## ACTIVITY:
Filter the records down to the lines that hold the word "thumb", and copy each of those lines.

## Records from a data collection:
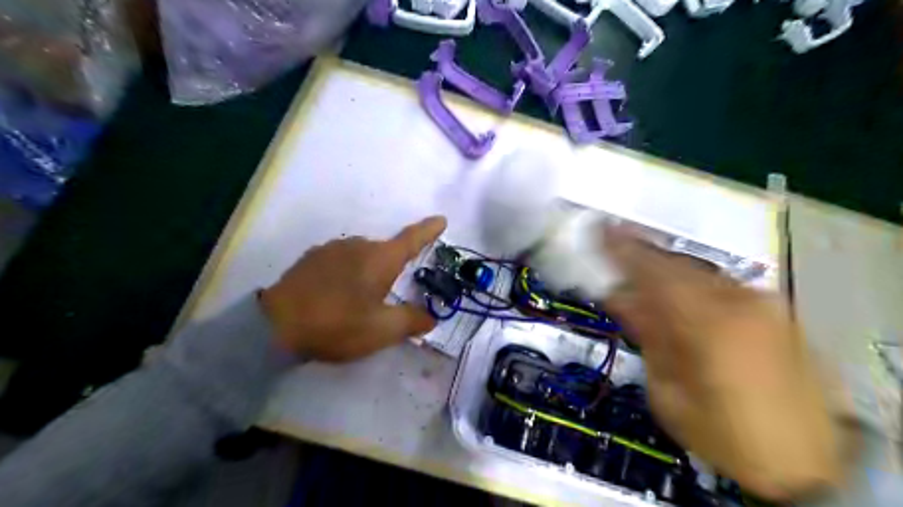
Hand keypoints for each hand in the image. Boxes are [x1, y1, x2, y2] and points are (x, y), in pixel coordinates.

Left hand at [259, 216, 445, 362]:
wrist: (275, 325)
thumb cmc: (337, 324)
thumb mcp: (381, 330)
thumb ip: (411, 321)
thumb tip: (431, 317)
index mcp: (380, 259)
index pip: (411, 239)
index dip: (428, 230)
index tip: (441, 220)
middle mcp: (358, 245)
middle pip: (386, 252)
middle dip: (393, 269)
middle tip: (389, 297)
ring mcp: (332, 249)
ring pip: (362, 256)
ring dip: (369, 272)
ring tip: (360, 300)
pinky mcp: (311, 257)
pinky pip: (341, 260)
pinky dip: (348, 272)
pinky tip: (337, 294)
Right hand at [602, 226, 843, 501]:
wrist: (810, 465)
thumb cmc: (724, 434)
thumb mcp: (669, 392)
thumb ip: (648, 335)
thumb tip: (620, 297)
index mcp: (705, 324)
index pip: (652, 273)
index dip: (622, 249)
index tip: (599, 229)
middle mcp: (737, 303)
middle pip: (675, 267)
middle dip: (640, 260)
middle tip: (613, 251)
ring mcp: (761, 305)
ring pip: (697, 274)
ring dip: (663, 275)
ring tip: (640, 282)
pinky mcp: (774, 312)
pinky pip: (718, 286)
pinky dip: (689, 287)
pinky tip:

## ANSWER SECTION:
thumb cmc: (337, 324)
thumb mcp: (381, 330)
thumb ip: (411, 321)
thumb tip: (431, 317)
thumb cmc: (724, 434)
thumb mcp: (669, 392)
thumb ip: (648, 335)
thumb tip: (620, 297)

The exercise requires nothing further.